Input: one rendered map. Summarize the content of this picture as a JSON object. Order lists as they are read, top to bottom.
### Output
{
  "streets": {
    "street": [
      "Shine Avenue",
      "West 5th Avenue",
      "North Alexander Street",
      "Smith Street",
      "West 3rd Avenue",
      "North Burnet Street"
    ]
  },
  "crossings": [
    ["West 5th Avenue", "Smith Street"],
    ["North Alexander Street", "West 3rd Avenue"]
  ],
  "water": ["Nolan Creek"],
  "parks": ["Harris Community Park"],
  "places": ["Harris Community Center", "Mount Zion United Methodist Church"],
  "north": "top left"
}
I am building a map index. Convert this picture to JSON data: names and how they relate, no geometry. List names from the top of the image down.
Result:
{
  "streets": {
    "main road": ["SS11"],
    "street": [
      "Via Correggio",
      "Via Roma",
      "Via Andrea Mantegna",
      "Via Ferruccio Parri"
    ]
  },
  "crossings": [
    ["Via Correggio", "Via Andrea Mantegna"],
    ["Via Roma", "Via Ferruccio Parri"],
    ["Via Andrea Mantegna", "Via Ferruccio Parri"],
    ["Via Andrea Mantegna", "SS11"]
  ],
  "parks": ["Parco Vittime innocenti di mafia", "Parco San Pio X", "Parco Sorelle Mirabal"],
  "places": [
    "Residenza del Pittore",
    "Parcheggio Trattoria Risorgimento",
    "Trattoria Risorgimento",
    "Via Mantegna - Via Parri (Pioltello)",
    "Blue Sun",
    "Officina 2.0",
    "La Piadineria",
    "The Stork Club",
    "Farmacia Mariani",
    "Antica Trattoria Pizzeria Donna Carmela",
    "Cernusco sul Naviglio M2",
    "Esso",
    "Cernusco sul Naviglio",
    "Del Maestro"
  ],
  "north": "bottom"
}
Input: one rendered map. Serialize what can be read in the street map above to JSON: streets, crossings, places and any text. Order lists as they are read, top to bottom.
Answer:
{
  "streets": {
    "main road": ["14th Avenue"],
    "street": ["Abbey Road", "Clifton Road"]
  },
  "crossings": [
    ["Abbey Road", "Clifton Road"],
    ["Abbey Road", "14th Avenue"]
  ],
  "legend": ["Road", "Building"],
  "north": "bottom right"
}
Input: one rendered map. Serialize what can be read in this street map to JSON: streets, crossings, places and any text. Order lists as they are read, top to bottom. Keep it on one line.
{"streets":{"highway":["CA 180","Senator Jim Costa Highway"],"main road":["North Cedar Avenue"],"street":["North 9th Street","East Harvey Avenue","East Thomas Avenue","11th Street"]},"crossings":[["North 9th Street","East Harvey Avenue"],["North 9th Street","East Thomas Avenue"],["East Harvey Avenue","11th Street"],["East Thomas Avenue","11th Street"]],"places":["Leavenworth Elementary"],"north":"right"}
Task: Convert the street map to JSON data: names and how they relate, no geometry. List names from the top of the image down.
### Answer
----------------------------------------
Lines that include the word "relate" are to be extracted from the data above.

(Written answer):
I am building a map index. Convert this picture to JSON data: names and how they relate, no geometry. List names from the top of the image down.
Task: Convert the street map to JSON data: names and how they relate, no geometry. List names from the top of the image down.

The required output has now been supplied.